WORK INSTRUCTION => All of the data must be written out verbatim, with pictures excluded.

EXTRACTED DATA =>
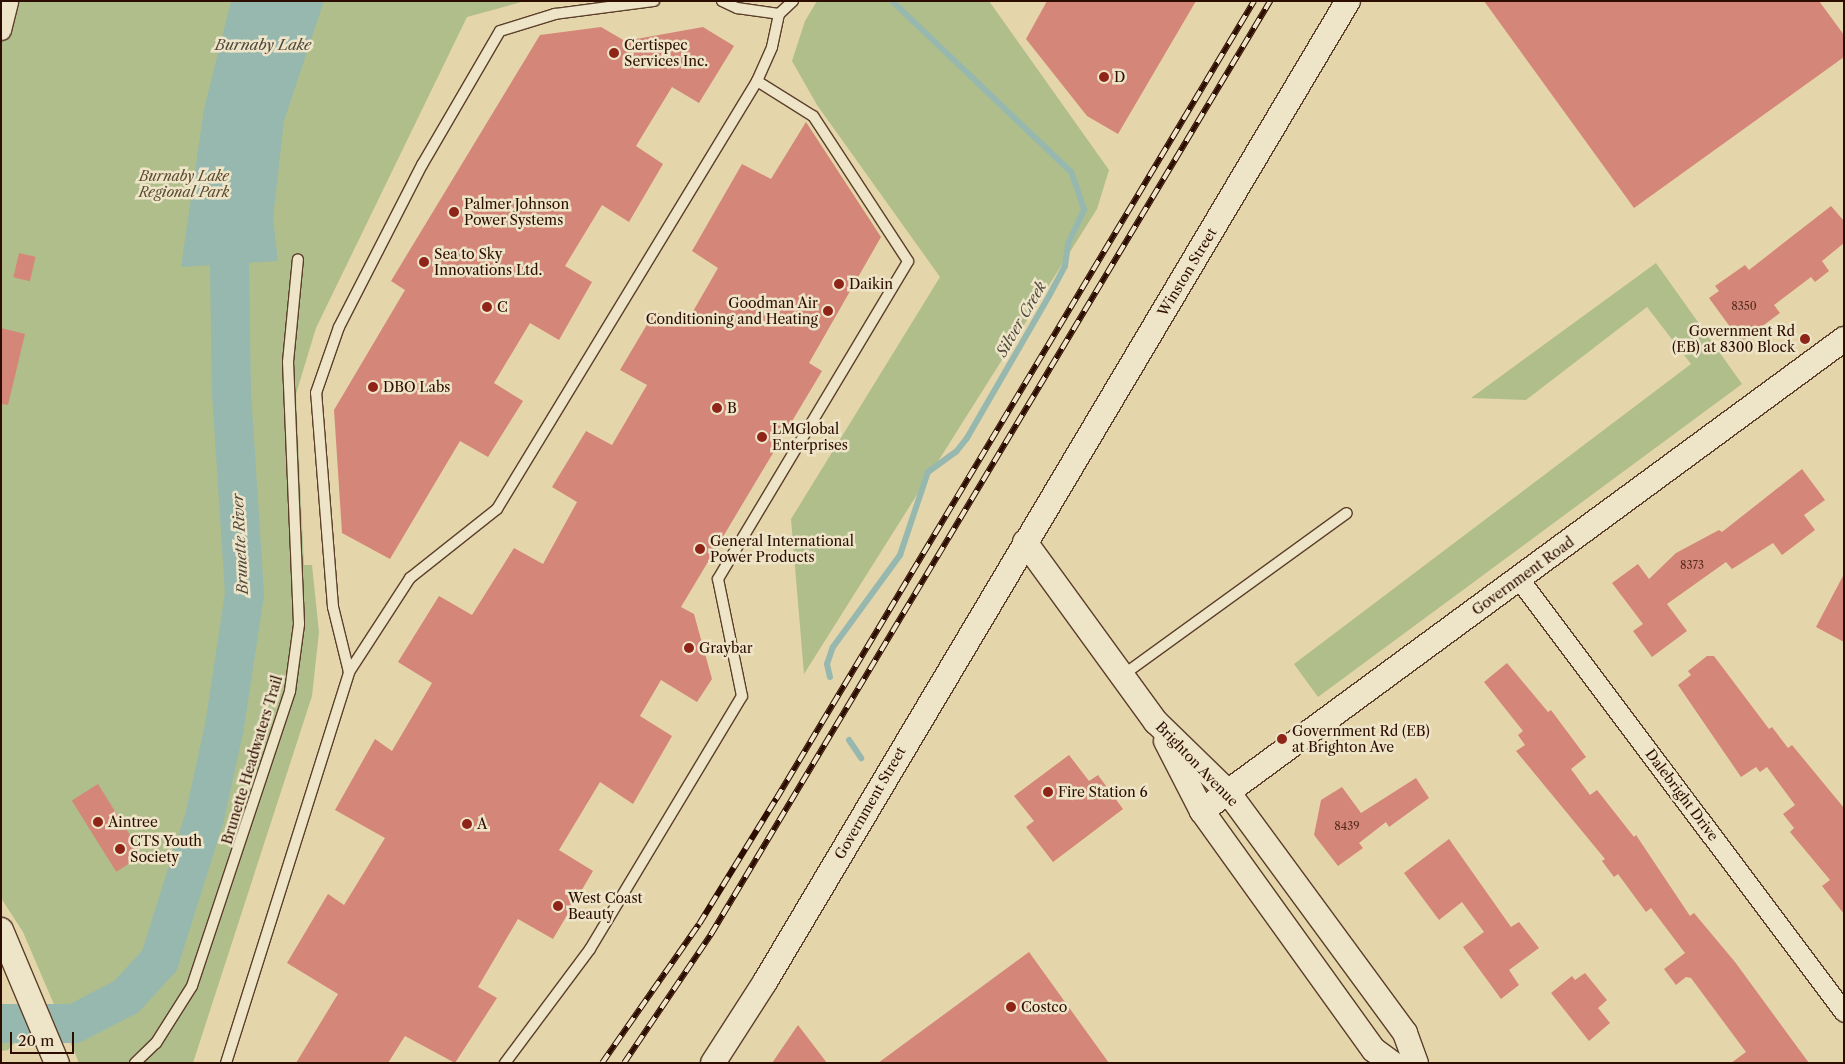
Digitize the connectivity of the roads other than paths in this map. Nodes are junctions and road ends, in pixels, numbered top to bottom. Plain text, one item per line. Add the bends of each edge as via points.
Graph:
1 (8, 1) edge
2 (654, 1) edge
3 (722, 1) edge
4 (793, 1) edge
5 (1348, 1) edge
6 (779, 14) junction
7 (1, 30) edge
8 (757, 81) junction
9 (298, 259) dead end
10 (1844, 339) edge
11 (1347, 513) dead end
12 (1025, 542) junction
13 (1519, 579) junction
14 (348, 672) junction
15 (1123, 676) junction
16 (1156, 722) junction
17 (1228, 792) junction
18 (1202, 811) junction
19 (1, 930) edge
20 (1844, 1012) edge
21 (53, 1062) edge
22 (135, 1063) edge
23 (226, 1063) edge
24 (505, 1063) edge
25 (713, 1063) edge
26 (1392, 1063) edge
27 (1404, 1063) edge
28 (1416, 1063) edge

1 - 7 street
2 - 14 lane via 555,14 500,31 422,165 339,327 316,393 333,607
3 - 6 lane via 737,8
4 - 6 lane
5 - 12 street, Winston Street
6 - 8 lane via 772,46
8 - 14 lane via 497,509 410,578
8 - 24 lane via 813,116 908,261 718,579 742,696 590,949
9 - 22 lane, Brunette Headwaters Trail via 288,362 299,624 290,691 192,986 156,1043
10 - 13 street, Government Road
11 - 15 lane
12 - 15 street, Brighton Avenue
12 - 25 street, Government Street via 765,982
13 - 17 street, Government Road
13 - 20 street, Dalebright Drive
14 - 23 lane
15 - 16 street, Brighton Avenue
16 - 17 street, Brighton Avenue
16 - 18 street
17 - 18 street, Government Road
17 - 28 street, Brighton Avenue via 1405,1033
18 - 26 street via 1374,1050
18 - 27 street via 1224,824 1241,845
19 - 21 street via 46,1037

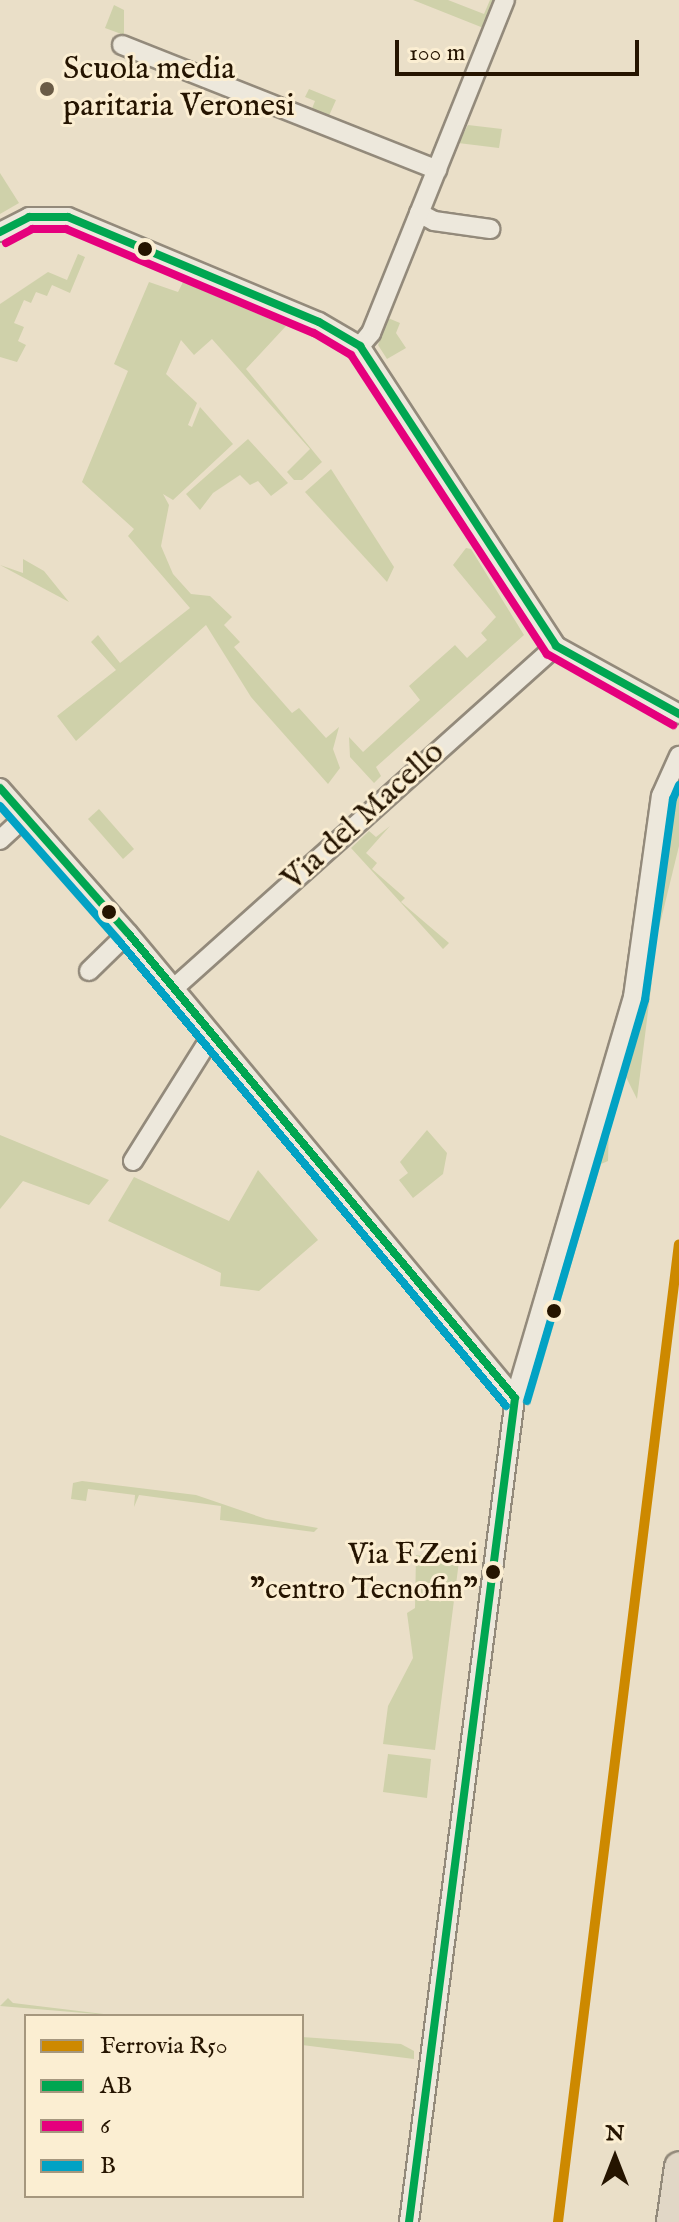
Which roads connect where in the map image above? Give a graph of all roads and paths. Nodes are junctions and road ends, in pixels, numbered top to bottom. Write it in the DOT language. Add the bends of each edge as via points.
graph roads {
  1 [pos="505,0"];
  2 [pos="122,45"];
  3 [pos="437,170"];
  4 [pos="419,213"];
  5 [pos="490,229"];
  6 [pos="0,232"];
  7 [pos="360,346"];
  8 [pos="556,646"];
  9 [pos="679,714"];
  10 [pos="679,756"];
  11 [pos="0,788"];
  12 [pos="25,817"];
  13 [pos="0,840"];
  14 [pos="128,933"];
  15 [pos="89,971"];
  16 [pos="173,989"];
  17 [pos="212,1035"];
  18 [pos="133,1161"];
  19 [pos="515,1398"];
  20 [pos="679,2167"];
  21 [pos="409,2222"];
  22 [pos="671,2222"];
  1 -- 3 [label="street"];
  2 -- 3 [label="street"];
  3 -- 4 [label="street"];
  4 -- 5 [label="street" via="434,221"];
  4 -- 7 [label="street" via="371,333"];
  6 -- 7 [label="street" via="29,217 68,217 255,294"];
  7 -- 8 [label="street"];
  8 -- 9 [label="street"];
  8 -- 16 [label="street, Via del Macello"];
  10 -- 19 [label="street" via="661,796 633,997"];
  11 -- 12 [label="street"];
  12 -- 13 [label="street"];
  12 -- 14 [label="street"];
  14 -- 15 [label="street"];
  14 -- 16 [label="street"];
  16 -- 17 [label="street"];
  17 -- 18 [label="street"];
  17 -- 19 [label="street"];
  19 -- 21 [label="street"];
  20 -- 22 [label="main road"];
}
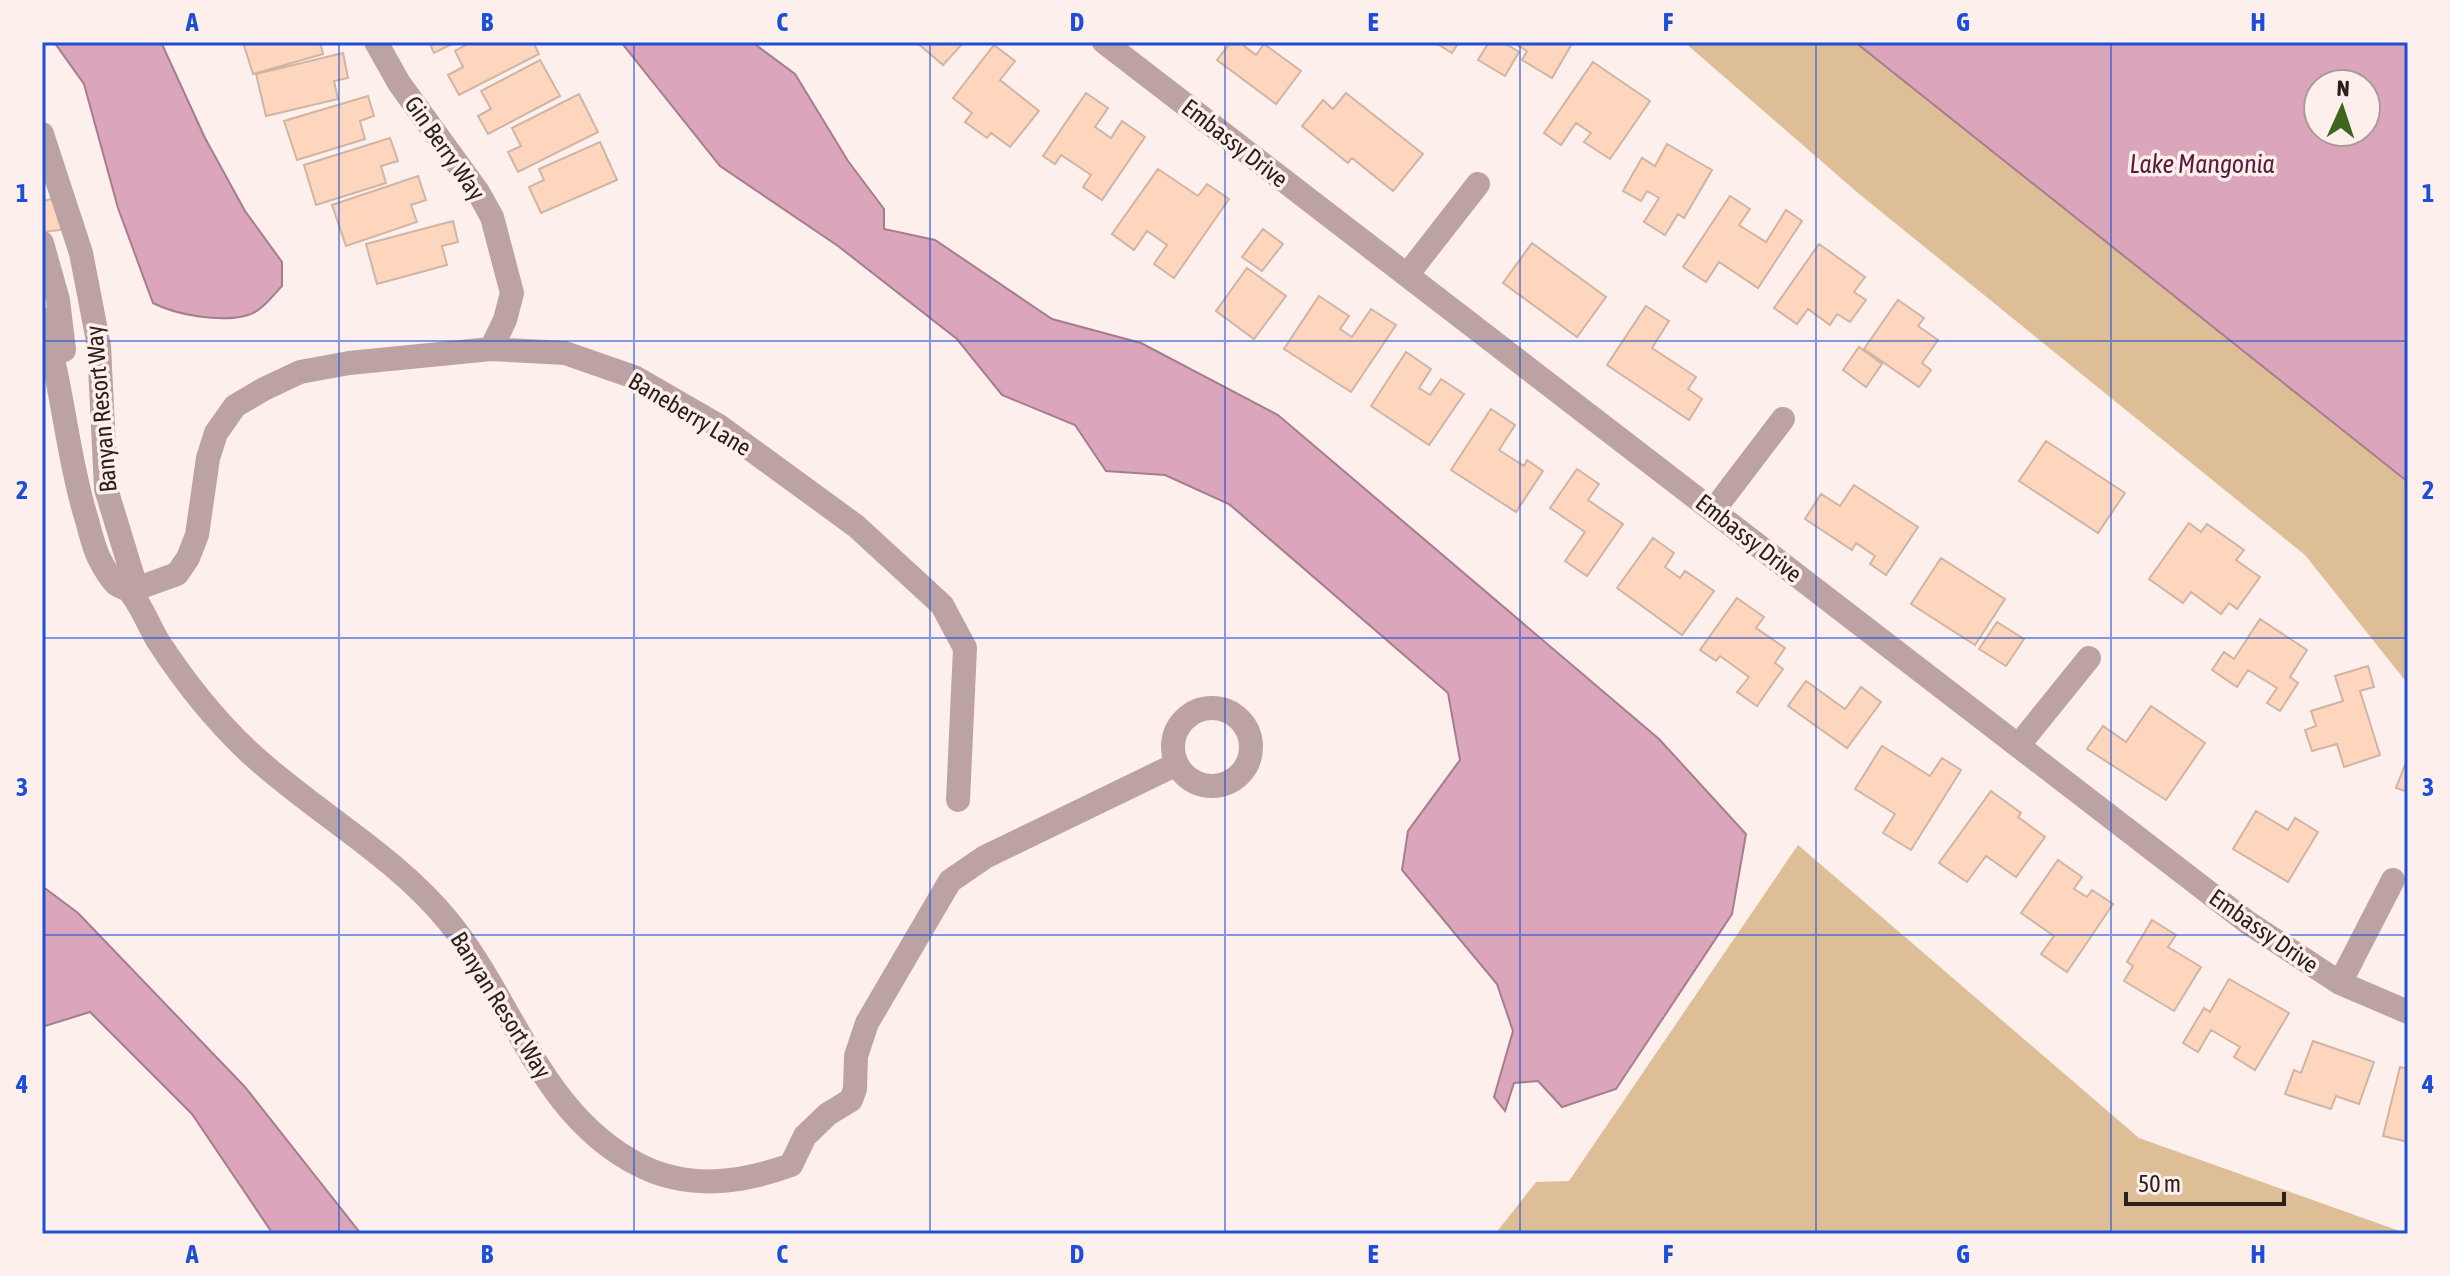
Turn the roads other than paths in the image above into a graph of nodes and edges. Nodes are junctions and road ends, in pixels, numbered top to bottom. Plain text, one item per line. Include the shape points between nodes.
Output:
1 (376, 42) edge
2 (1104, 42) edge
3 (42, 134) edge
4 (1478, 184) dead end
5 (42, 243) edge
6 (1407, 275) junction
7 (42, 319) edge
8 (491, 349) junction
9 (1783, 419) dead end
10 (69, 435) junction
11 (1713, 511) junction
12 (130, 591) junction
13 (2089, 658) dead end
14 (2018, 746) junction
15 (1177, 764) dead end
16 (958, 800) dead end
17 (2393, 880) dead end
18 (2340, 983) junction
19 (2408, 1012) edge

1 - 8 street, Gin Berry Way via 492,217 512,293
2 - 6 street, Embassy Drive
3 - 12 street, Banyan Resort Way via 81,253 92,309 99,346 106,489 133,577
4 - 6 street
5 - 10 street via 58,300
6 - 11 street, Embassy Drive
7 - 10 street, Banyan Resort Way
8 - 12 street, Baneberry Lane via 300,372 235,406 216,433 208,458 197,535 188,558 177,574
8 - 16 street, Baneberry Lane via 565,353 634,377 719,426 856,526 942,605 965,648
9 - 11 street
10 - 12 street, Banyan Resort Way via 74,476 98,556 115,583
11 - 14 street, Embassy Drive
12 - 15 street, Banyan Resort Way via 172,663 224,728 271,772 383,858 448,920 479,963 532,1060 570,1108 641,1166 684,1180 750,1178 791,1165 805,1136 851,1100 856,1056 867,1023 950,881 985,857
13 - 14 street
14 - 18 street, Embassy Drive via 2247,922
17 - 18 street
18 - 19 street, Embassy Drive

ANSWER FOR THIS EXERCISE =>
Digitize the connectivity of the roads other than paths in this map. Nodes are junctions and road ends, in pixels, numbered top to bottom. Plain text, one item per line. Add the bends of each edge as via points.
Graph:
1 (8, 1) edge
2 (654, 1) edge
3 (722, 1) edge
4 (793, 1) edge
5 (1348, 1) edge
6 (779, 14) junction
7 (1, 30) edge
8 (757, 81) junction
9 (298, 259) dead end
10 (1844, 339) edge
11 (1347, 513) dead end
12 (1025, 542) junction
13 (1519, 579) junction
14 (348, 672) junction
15 (1123, 676) junction
16 (1156, 722) junction
17 (1228, 792) junction
18 (1202, 811) junction
19 (1, 930) edge
20 (1844, 1012) edge
21 (53, 1062) edge
22 (135, 1063) edge
23 (226, 1063) edge
24 (505, 1063) edge
25 (713, 1063) edge
26 (1392, 1063) edge
27 (1404, 1063) edge
28 (1416, 1063) edge

1 - 7 street
2 - 14 lane via 555,14 500,31 422,165 339,327 316,393 333,607
3 - 6 lane via 737,8
4 - 6 lane
5 - 12 street, Winston Street
6 - 8 lane via 772,46
8 - 14 lane via 497,509 410,578
8 - 24 lane via 813,116 908,261 718,579 742,696 590,949
9 - 22 lane, Brunette Headwaters Trail via 288,362 299,624 290,691 192,986 156,1043
10 - 13 street, Government Road
11 - 15 lane
12 - 15 street, Brighton Avenue
12 - 25 street, Government Street via 765,982
13 - 17 street, Government Road
13 - 20 street, Dalebright Drive
14 - 23 lane
15 - 16 street, Brighton Avenue
16 - 17 street, Brighton Avenue
16 - 18 street
17 - 18 street, Government Road
17 - 28 street, Brighton Avenue via 1405,1033
18 - 26 street via 1374,1050
18 - 27 street via 1224,824 1241,845
19 - 21 street via 46,1037

Which roads connect where in the map image above? Give a graph of all roads and paths. Nodes are junctions and road ends, in pixels, numbered top to bottom. Write it in the DOT language. Add the bends of each edge as via points.
graph roads {
  1 [pos="505,0"];
  2 [pos="122,45"];
  3 [pos="437,170"];
  4 [pos="419,213"];
  5 [pos="490,229"];
  6 [pos="0,232"];
  7 [pos="360,346"];
  8 [pos="556,646"];
  9 [pos="679,714"];
  10 [pos="679,756"];
  11 [pos="0,788"];
  12 [pos="25,817"];
  13 [pos="0,840"];
  14 [pos="128,933"];
  15 [pos="89,971"];
  16 [pos="173,989"];
  17 [pos="212,1035"];
  18 [pos="133,1161"];
  19 [pos="515,1398"];
  20 [pos="679,2167"];
  21 [pos="409,2222"];
  22 [pos="671,2222"];
  1 -- 3 [label="street"];
  2 -- 3 [label="street"];
  3 -- 4 [label="street"];
  4 -- 5 [label="street" via="434,221"];
  4 -- 7 [label="street" via="371,333"];
  6 -- 7 [label="street" via="29,217 68,217 255,294"];
  7 -- 8 [label="street"];
  8 -- 9 [label="street"];
  8 -- 16 [label="street, Via del Macello"];
  10 -- 19 [label="street" via="661,796 633,997"];
  11 -- 12 [label="street"];
  12 -- 13 [label="street"];
  12 -- 14 [label="street"];
  14 -- 15 [label="street"];
  14 -- 16 [label="street"];
  16 -- 17 [label="street"];
  17 -- 18 [label="street"];
  17 -- 19 [label="street"];
  19 -- 21 [label="street"];
  20 -- 22 [label="main road"];
}
Turn the roads other than paths in the image above into a graph of nodes and edges. Nodes are junctions and road ends, in pixels, numbered top to bottom. Plain text, one item per line. Include the shape points between nodes.
Output:
1 (376, 42) edge
2 (1104, 42) edge
3 (42, 134) edge
4 (1478, 184) dead end
5 (42, 243) edge
6 (1407, 275) junction
7 (42, 319) edge
8 (491, 349) junction
9 (1783, 419) dead end
10 (69, 435) junction
11 (1713, 511) junction
12 (130, 591) junction
13 (2089, 658) dead end
14 (2018, 746) junction
15 (1177, 764) dead end
16 (958, 800) dead end
17 (2393, 880) dead end
18 (2340, 983) junction
19 (2408, 1012) edge

1 - 8 street, Gin Berry Way via 492,217 512,293
2 - 6 street, Embassy Drive
3 - 12 street, Banyan Resort Way via 81,253 92,309 99,346 106,489 133,577
4 - 6 street
5 - 10 street via 58,300
6 - 11 street, Embassy Drive
7 - 10 street, Banyan Resort Way
8 - 12 street, Baneberry Lane via 300,372 235,406 216,433 208,458 197,535 188,558 177,574
8 - 16 street, Baneberry Lane via 565,353 634,377 719,426 856,526 942,605 965,648
9 - 11 street
10 - 12 street, Banyan Resort Way via 74,476 98,556 115,583
11 - 14 street, Embassy Drive
12 - 15 street, Banyan Resort Way via 172,663 224,728 271,772 383,858 448,920 479,963 532,1060 570,1108 641,1166 684,1180 750,1178 791,1165 805,1136 851,1100 856,1056 867,1023 950,881 985,857
13 - 14 street
14 - 18 street, Embassy Drive via 2247,922
17 - 18 street
18 - 19 street, Embassy Drive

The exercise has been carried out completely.